When I was a kid, did I have any? Nope. I went to football with my dad every week from the age of six. A couple of weeks after my first game, we were watching a game on the TV. The referee made a terrible call and I stood to my feet and started singing an extremely rude song. I will never forget the look my mother gave me. Likewise, a few months later at my school’s parents evening, the teachers complained about their son’s ‘bad language’. F*** them (the teachers, not my parents).

There is absolutely no love between teams. Since being in America, I’ve had a beer with a couple of people from other colleges that we’ve played and even had to sit amongst the Bama fans. I’d chuckle to myself and think how ridiculously strange this would seem to everyone back home.

That’s the culture though. Believe me, about 20-30 years ago things were far worse. You’d get deaths and stuff. Things have calmed down a lot since then but it’s still a world away from tailgating under a marquee, chatting to people from the other team and generally just having a good time.
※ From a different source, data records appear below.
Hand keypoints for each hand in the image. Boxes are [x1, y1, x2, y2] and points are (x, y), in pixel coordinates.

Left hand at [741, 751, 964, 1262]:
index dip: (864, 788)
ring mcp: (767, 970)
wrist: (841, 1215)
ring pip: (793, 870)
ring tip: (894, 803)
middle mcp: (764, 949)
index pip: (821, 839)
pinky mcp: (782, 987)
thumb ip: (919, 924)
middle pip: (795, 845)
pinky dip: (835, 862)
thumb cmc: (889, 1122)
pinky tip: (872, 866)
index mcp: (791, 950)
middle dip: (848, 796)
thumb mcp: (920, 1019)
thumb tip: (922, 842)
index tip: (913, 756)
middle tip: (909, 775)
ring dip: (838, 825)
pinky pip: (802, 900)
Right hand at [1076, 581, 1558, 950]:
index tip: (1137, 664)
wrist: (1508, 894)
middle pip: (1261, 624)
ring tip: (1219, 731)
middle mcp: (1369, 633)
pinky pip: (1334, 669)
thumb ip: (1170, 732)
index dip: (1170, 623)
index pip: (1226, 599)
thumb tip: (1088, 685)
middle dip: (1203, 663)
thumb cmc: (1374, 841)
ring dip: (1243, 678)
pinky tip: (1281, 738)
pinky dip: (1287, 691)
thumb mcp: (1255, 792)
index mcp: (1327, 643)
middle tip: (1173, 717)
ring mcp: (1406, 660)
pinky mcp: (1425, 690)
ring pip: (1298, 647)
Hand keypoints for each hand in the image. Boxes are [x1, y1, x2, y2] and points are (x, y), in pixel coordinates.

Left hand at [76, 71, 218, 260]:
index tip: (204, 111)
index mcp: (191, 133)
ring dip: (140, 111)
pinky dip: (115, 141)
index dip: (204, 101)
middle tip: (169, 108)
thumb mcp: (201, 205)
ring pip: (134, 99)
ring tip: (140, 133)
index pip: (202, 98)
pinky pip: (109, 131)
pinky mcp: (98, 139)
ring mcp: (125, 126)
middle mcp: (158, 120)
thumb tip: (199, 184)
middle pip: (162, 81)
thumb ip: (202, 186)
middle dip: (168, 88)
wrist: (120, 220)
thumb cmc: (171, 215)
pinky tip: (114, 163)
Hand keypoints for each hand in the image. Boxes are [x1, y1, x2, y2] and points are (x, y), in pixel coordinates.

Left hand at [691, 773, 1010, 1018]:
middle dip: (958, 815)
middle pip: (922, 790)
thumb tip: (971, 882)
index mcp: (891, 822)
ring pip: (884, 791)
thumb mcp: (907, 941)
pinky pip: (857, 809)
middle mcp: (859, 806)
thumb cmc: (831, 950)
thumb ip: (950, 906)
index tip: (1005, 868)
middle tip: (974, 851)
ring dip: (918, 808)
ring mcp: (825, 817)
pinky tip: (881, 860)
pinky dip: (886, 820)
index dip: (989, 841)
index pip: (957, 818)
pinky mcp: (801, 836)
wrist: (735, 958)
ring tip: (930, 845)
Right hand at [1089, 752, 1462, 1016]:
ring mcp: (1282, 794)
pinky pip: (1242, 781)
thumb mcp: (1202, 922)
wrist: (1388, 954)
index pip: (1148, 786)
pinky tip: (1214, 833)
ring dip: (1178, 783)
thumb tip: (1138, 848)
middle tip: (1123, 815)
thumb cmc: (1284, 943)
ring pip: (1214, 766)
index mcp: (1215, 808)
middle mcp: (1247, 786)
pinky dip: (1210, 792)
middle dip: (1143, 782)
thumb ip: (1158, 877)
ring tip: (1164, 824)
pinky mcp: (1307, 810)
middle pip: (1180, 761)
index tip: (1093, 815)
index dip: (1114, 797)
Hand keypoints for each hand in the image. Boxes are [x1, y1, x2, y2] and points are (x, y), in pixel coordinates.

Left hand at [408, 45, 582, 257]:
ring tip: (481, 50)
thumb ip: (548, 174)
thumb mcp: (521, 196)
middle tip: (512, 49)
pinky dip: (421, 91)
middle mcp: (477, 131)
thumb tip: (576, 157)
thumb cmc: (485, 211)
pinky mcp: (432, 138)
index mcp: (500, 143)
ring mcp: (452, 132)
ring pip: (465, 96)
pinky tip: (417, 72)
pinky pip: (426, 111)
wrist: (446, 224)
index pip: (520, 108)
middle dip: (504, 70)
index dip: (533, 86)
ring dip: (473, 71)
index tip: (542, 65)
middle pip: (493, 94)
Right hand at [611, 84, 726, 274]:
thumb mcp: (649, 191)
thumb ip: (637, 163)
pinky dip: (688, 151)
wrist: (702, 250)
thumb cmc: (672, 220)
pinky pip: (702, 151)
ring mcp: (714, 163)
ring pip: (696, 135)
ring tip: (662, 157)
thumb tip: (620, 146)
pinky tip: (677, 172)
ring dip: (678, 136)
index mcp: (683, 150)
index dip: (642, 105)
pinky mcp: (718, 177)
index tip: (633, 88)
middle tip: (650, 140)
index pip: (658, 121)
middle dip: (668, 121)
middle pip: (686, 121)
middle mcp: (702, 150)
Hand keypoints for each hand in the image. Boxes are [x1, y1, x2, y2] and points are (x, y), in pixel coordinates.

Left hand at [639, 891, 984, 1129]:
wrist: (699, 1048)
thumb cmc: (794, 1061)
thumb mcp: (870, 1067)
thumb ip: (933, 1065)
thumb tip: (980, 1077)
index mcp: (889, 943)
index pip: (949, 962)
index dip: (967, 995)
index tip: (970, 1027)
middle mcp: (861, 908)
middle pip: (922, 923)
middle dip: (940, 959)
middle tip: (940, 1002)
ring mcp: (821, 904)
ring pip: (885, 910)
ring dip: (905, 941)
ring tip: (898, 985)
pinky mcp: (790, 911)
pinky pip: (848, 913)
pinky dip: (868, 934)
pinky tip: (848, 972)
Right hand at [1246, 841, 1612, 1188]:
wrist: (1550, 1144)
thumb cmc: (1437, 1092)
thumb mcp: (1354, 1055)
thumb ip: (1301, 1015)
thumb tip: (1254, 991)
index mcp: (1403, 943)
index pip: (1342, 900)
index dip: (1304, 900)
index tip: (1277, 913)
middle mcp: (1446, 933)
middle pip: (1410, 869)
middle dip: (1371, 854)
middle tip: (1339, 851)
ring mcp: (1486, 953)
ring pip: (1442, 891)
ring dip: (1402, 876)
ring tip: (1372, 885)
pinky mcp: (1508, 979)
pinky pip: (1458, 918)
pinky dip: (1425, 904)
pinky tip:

There’s no red mist in Texas and if there was, someone would just tell the person to grow up.

And that’s yer lot. Yes I realize that I’ve done ABSOLUTELY NOTHING to help tourism in my country with that account of events. In fact, I fully expect some people to burst through my door five minutes after posting this demanding that I take it down because it paints the UK in a bad light.

In reality, do I consider it bad? Not really. That’s what I’m used to and what I’ve grown up on. Do I prefer the college football way? Probably. Even so, I wouldn’t want ‘our football’ to change.

Plus, it’s too cold and grim to tailgate in England anyway.